Items from a dataset:

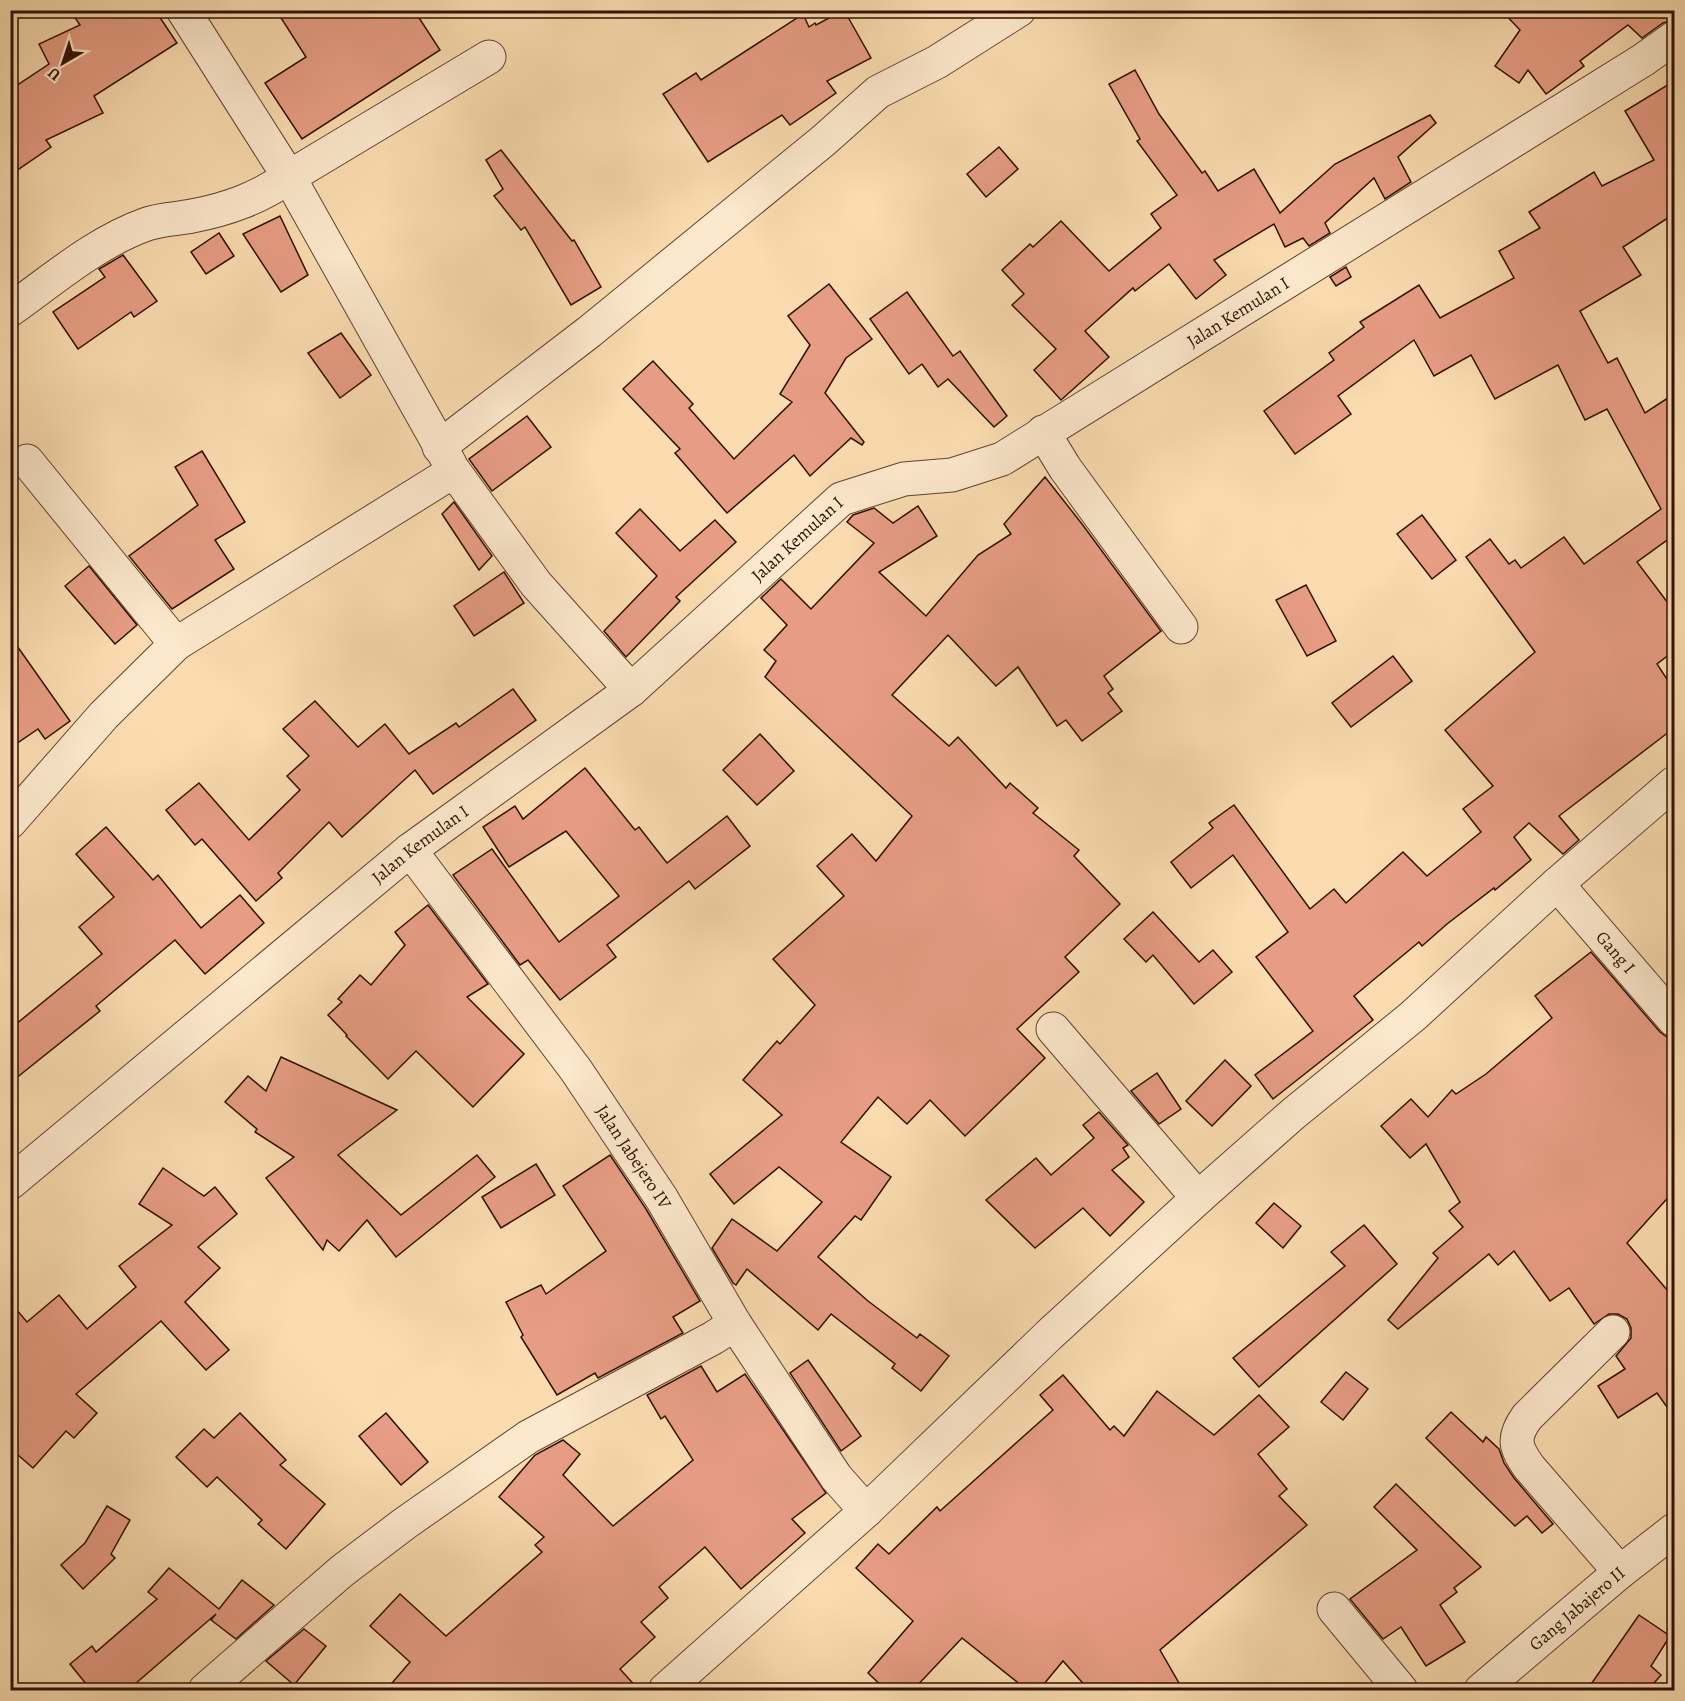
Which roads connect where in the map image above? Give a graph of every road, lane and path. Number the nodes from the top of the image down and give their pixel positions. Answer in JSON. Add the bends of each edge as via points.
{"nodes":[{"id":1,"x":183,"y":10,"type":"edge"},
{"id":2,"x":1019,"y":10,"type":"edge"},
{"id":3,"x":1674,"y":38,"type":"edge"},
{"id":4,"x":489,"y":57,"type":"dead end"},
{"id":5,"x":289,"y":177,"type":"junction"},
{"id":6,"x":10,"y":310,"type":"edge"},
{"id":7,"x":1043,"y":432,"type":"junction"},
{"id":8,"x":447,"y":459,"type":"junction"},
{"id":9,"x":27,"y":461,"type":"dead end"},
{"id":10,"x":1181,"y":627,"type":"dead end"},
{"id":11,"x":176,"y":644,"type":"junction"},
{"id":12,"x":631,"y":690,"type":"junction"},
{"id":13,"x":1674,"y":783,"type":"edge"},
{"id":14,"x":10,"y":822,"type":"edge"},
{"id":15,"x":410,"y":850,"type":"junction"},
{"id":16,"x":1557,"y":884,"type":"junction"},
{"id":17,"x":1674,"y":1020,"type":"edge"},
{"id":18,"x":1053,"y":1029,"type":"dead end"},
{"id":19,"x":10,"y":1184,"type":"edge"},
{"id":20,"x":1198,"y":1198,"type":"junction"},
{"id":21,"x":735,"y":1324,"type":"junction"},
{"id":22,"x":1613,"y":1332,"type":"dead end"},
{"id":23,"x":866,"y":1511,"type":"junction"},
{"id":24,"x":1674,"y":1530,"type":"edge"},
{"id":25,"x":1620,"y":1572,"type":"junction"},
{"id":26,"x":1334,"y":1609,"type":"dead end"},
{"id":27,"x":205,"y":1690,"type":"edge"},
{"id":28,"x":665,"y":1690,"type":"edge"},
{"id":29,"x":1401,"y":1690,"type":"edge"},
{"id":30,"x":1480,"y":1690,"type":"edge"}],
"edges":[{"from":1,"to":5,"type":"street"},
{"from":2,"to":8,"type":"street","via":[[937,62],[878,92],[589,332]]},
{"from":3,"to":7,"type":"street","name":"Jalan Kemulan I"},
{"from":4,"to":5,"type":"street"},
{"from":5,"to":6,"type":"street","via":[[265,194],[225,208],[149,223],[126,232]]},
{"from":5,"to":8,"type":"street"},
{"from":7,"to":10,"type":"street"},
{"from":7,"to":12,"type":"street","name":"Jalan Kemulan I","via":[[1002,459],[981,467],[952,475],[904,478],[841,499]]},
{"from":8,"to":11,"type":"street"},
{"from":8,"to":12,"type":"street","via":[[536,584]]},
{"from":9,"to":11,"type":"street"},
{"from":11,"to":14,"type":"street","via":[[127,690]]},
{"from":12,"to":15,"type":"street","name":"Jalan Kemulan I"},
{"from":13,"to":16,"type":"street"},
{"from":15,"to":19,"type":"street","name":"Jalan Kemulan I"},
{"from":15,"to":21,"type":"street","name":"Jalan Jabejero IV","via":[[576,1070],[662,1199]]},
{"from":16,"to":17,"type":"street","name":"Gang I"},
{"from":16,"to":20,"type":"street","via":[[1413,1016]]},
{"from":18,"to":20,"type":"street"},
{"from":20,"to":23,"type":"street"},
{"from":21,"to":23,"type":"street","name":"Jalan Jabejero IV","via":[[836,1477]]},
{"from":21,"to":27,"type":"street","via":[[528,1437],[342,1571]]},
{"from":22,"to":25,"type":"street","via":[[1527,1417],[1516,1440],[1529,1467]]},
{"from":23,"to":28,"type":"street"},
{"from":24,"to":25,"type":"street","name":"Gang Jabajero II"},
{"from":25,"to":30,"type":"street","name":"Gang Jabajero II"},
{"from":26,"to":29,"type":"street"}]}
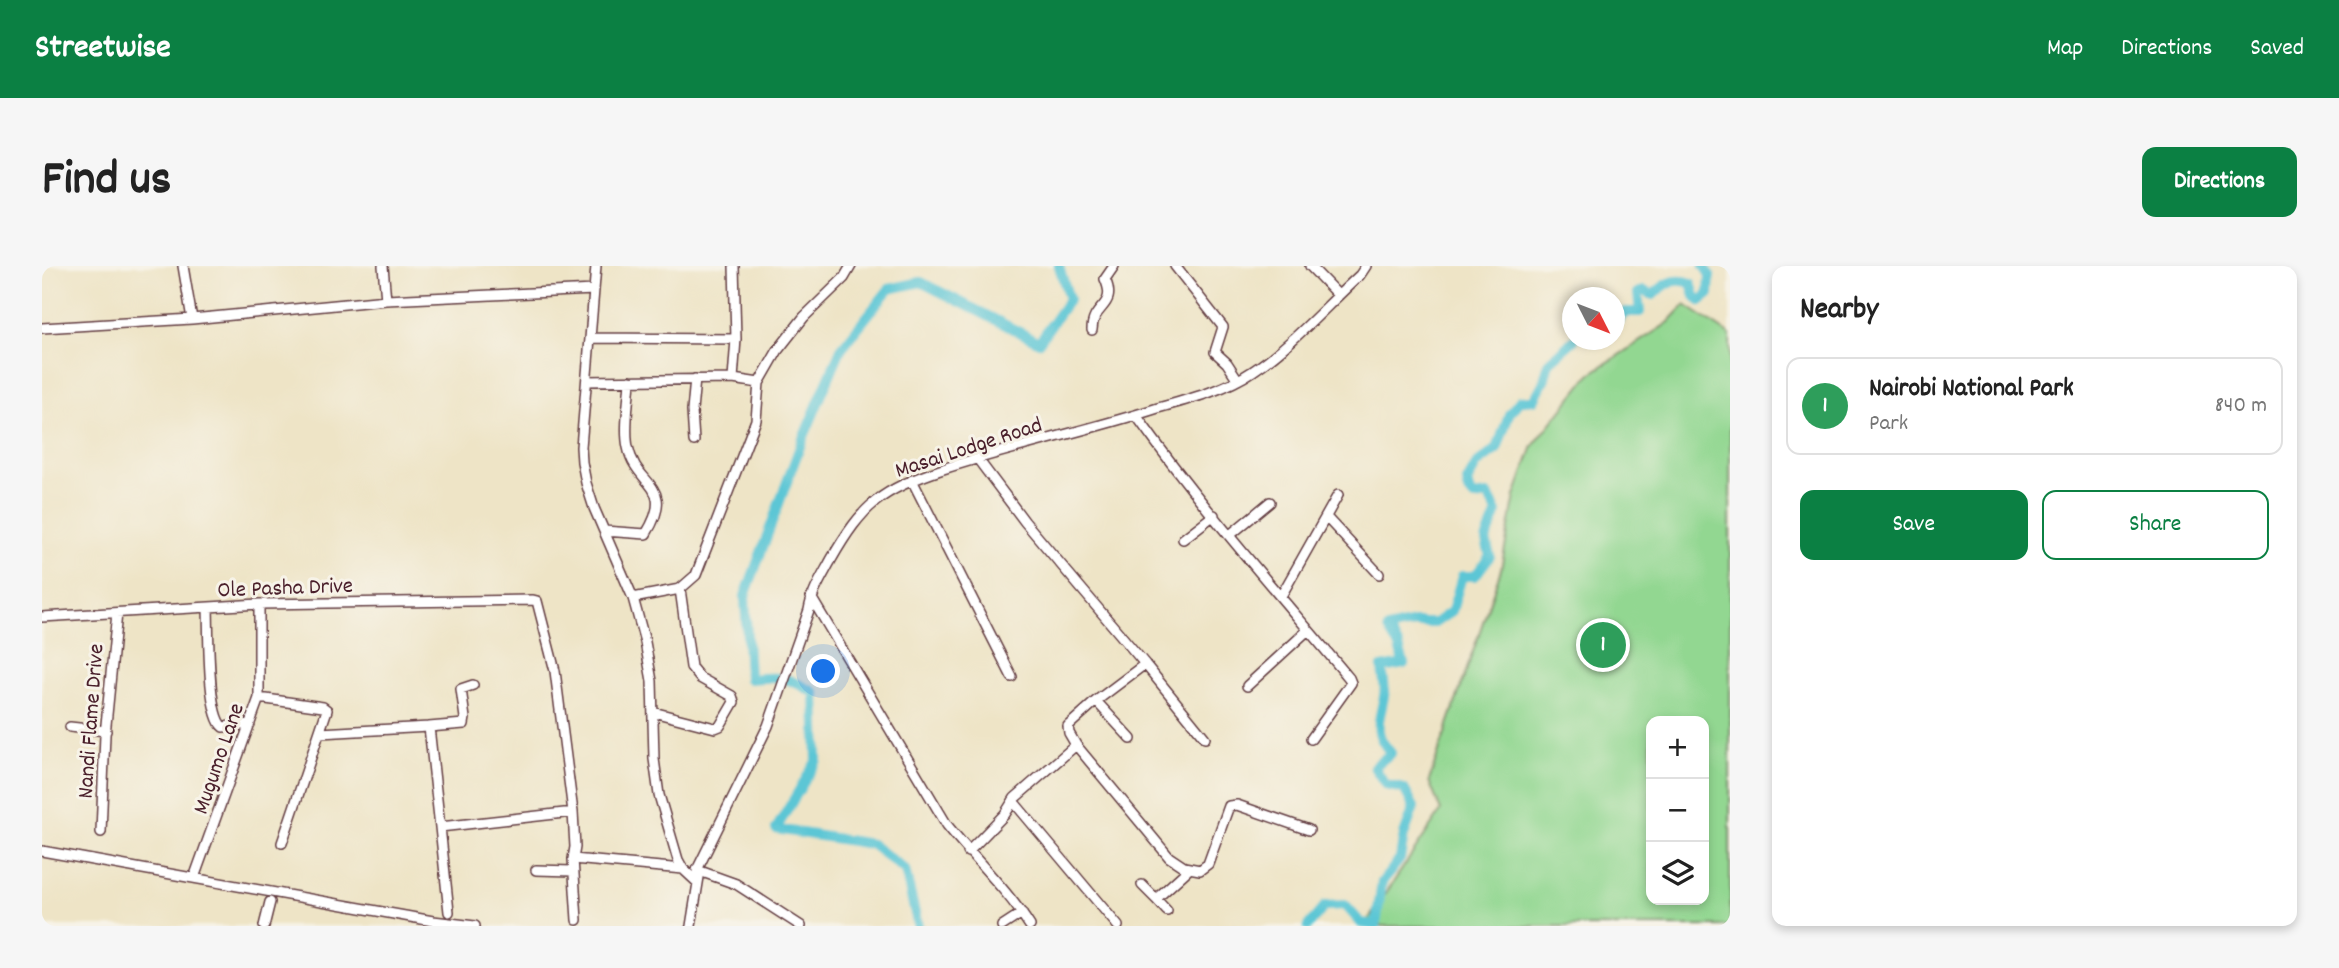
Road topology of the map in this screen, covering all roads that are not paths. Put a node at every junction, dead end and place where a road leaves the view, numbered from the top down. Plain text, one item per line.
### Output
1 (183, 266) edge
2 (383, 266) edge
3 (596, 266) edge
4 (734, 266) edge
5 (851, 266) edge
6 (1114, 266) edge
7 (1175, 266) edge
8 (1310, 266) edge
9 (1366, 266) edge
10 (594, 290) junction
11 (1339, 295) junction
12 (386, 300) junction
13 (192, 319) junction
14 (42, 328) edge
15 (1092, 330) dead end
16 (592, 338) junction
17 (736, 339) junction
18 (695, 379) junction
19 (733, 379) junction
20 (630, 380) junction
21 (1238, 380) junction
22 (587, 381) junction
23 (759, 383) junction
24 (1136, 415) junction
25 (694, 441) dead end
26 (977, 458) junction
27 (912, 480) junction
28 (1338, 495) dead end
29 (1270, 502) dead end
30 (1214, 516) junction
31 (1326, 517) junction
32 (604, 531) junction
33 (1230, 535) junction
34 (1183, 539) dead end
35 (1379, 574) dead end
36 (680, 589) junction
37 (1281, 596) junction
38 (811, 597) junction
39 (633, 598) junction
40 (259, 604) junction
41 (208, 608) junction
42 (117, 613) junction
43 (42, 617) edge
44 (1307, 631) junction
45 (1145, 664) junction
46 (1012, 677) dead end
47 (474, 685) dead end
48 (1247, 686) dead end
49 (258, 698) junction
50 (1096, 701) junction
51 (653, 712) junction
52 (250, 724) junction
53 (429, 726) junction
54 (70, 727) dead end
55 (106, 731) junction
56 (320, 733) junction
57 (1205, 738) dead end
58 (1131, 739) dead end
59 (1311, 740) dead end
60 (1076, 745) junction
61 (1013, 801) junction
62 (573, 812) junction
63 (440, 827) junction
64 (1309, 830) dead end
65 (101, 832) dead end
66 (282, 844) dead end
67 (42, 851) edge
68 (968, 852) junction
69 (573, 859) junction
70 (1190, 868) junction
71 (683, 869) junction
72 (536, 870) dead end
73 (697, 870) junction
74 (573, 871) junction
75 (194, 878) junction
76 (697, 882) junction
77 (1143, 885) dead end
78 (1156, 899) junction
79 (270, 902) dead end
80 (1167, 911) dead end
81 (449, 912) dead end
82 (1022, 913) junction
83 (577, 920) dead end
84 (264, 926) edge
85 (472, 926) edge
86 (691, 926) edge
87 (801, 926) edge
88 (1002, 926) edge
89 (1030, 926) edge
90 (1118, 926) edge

Requirement: Where does the string "Jabejero" occur in the data above? Copy every line that holds it.

Exercise solution:
{"from":15,"to":21,"type":"street","name":"Jalan Jabejero IV","via":[[576,1070],[662,1199]]},
{"from":21,"to":23,"type":"street","name":"Jalan Jabejero IV","via":[[836,1477]]},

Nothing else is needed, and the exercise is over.